There's a guy. A nice guy, I think I'd enjoy socializing with him. I've been dealing with him about a freelance gig. This involves phone conversations and emails. Every time I call him (or, more infrequently, he calls me), he asks how I'm doing. Seems to want to know. Asks leading questions. So we chit-chat, shoot the breeze. And all the while, I'm sitting there in my desk chair, looking out across the driveway to the grassy slope beyond, and thinking, "When are we going to get down to business?" Far as I'm concerned, the chit-chat is white noise. I'm impatient. I called about something specific and I want to deal with that, not chat about our kids or the weather or my transition to New Jersey.

This, by the way, is not a slam on him. Or his style of doing business, which is very friendly. Companionable. Warm. It's simply not mine. If you're going to chit-chat, save it for the end, when we've gotten the tricky stuff out of the way.

I got an email last week from a friend of a friend of a friend. Her son is on the autistic spectrum. She wanted to pick my brain. This happens a lot. Because of my web presence and a certain number of years (and level of success) with this, people sometimes email me asking for guidance, information or just a sounding board. I try to respond as best I can. I know what it's like to be scared and lost and trying to help your beloved child. But this email was, well, brusque. "I want to know about X." Not "Hi, I appreciate your taking the time, my kid is thus and such and I'm feeling this way about it and I hear your kid is this other way and that's so great and here's what I was wondering…" but "I want X, what do you know?"

I felt taken aback. To the point where I almost didn't respond. I am not an institution, I am not an encyclopedia of autism, I am a person with a life and feelings and I do this, not for money, but because I care. So care about me. Or at least be polite enough to go through the motions.

Maybe I was reading into her note something she didn't intend. Or maybe she's just so focused on her own panic, she forgot to be nice. I can understand that. I don't have to like it.

Do my reactions seem contradictory? In one case, I want the guy to cut to the chase. In the other, I want the chitchat, the warm-up. Which is it?

Somewhere in between, I think.

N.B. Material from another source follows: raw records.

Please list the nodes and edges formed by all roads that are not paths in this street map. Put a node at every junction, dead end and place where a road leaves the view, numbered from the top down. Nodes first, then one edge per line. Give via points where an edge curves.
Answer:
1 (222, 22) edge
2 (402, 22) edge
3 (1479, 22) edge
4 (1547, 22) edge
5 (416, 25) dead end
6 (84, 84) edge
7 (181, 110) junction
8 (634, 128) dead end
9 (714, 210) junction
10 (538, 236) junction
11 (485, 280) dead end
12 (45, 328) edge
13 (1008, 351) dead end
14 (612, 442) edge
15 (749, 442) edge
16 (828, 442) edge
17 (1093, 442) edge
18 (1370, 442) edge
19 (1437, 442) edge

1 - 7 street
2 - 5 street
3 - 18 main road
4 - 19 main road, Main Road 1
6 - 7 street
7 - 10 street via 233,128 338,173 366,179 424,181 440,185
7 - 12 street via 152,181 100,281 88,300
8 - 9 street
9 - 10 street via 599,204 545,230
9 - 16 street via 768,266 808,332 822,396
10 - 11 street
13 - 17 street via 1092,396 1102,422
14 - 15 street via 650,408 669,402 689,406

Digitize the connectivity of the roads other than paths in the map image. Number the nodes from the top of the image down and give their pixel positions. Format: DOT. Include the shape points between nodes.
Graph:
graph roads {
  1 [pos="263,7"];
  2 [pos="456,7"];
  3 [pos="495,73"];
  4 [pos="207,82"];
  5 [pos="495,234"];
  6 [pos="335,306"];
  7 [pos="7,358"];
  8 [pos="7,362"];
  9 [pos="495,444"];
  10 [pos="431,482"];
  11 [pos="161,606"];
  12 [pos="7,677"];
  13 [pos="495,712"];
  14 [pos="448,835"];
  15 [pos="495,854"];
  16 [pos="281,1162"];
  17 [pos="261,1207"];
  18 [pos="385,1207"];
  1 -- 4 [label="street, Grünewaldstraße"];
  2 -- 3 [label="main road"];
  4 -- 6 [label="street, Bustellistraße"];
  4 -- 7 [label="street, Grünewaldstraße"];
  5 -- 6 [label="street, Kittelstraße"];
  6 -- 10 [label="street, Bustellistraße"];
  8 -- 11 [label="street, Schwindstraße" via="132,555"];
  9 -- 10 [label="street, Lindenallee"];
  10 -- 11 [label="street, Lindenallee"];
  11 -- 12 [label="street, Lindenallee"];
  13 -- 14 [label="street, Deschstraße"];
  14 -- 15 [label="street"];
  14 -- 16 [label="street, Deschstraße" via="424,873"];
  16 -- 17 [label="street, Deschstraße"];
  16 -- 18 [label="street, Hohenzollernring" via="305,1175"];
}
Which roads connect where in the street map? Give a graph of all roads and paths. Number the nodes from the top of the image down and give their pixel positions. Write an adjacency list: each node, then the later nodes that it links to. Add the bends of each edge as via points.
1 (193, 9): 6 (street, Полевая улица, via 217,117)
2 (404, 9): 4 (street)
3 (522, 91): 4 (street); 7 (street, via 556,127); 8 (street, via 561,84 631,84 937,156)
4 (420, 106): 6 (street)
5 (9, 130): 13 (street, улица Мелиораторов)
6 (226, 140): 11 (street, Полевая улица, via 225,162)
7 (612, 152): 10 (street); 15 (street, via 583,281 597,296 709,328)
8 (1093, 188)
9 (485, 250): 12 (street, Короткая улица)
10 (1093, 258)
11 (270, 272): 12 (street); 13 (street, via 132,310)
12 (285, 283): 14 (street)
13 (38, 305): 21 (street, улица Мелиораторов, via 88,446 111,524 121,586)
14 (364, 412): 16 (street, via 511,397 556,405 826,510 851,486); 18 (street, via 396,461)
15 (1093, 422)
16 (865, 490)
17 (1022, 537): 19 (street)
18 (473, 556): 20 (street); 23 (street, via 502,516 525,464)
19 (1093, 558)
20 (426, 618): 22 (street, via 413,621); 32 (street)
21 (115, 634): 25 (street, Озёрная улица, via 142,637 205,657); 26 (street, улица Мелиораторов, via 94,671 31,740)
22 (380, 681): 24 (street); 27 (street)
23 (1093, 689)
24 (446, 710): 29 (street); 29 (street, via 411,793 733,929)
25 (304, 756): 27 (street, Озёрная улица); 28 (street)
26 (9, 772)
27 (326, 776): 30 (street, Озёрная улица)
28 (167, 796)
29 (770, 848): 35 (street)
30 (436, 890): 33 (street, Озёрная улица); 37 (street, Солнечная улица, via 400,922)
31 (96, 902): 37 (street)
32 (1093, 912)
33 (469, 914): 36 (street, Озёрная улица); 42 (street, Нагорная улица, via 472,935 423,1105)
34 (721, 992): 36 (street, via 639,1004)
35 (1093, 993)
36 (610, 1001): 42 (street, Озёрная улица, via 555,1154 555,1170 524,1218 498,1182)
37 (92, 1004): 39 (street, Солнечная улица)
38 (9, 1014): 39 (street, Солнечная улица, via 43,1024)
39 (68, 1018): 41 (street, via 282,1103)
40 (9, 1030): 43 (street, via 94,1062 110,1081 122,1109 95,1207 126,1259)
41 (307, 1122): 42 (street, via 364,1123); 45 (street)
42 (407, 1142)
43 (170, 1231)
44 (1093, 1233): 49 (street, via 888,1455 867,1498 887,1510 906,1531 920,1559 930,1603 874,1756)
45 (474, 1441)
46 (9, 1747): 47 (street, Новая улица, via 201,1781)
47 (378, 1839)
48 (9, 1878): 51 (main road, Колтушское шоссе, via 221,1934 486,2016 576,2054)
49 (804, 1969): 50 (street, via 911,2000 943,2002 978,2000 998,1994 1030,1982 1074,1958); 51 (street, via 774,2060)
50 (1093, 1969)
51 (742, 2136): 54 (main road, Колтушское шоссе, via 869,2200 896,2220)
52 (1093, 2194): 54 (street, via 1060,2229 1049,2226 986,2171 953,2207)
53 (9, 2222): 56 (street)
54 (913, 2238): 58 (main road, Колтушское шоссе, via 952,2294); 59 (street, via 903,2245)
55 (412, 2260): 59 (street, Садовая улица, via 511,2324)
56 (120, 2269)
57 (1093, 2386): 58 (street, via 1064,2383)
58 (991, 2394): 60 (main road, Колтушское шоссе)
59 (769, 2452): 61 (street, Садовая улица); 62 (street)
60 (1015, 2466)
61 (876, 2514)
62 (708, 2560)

I believe the level of desultory small talk that feels natural to you at the beginning of an interaction depends partly on where you grew up, the social constructs you accept as a given but that aren't in fact universal. Part of the reason I liked coming back to the New York area, in fact, was about this. There's usually less chit-chat here to mask the fact that it's really business. On the other hand, if it was just raw business, that would feel strange to me too. I think this is more about tone and content than about the length of the preamble.

I got a business-related email from someone yesterday. Very short, to the point. But her language was friendly and personable and even though she certainly didn't inquire into the wellbeing of my cats and my son, it felt like a comfortable communication. That’s the middle ground. That's what I prefer. It can sometimes be tricky to find, but I know it when I see it.

March 19, 2006

two pages

I'm not sure how it happened. I can certainly tell you I had no intention whatsoever of doing this so quickly, I know it's not proper and besides it's a bit, well, dumb. Or at least foolhardy. But I couldn’t help it. I started a new novel.

See, I'd been trying really hard to develop the outline, the characters, the whole milieu. Working to create the world inside my head. The twists and turns and emotional heart of it. The backstory, the guts, the midpoint, the story of the story, the why of the what, the meaning of life, or at least an approximation thereof in the form of a slice of fictional narrative of a person going through an event. Y'know, working.

At first I couldn't. Just stared at the screen. I know something should go here. I know I can do this. I've done it before. It's not the idea-generating that's hard in writing. It's what comes after. What that idea generates, as it were. The story that grows from that seedling. And my brain wasn't having any. It was flat out refusing to brainstorm.

Stress will do that. I'm trying to do too many things, generate freelance work (or, well, think about doing it), prepare for tax time, look for an agent (a story for another time). Pressure. Hopes and fears. Not good for storytelling.

A friend said forget it, put the other stuff aside, don't worry, just write. So I decided to give myself a week off from fretting and planning and marketing. And lo, it flowed. Plot points, chewy character dilemmas, point and counterpoint, theme and structure. The stuff that draws me to novel writing.

So that was good. But I had a long way to go before writing "Chapter One."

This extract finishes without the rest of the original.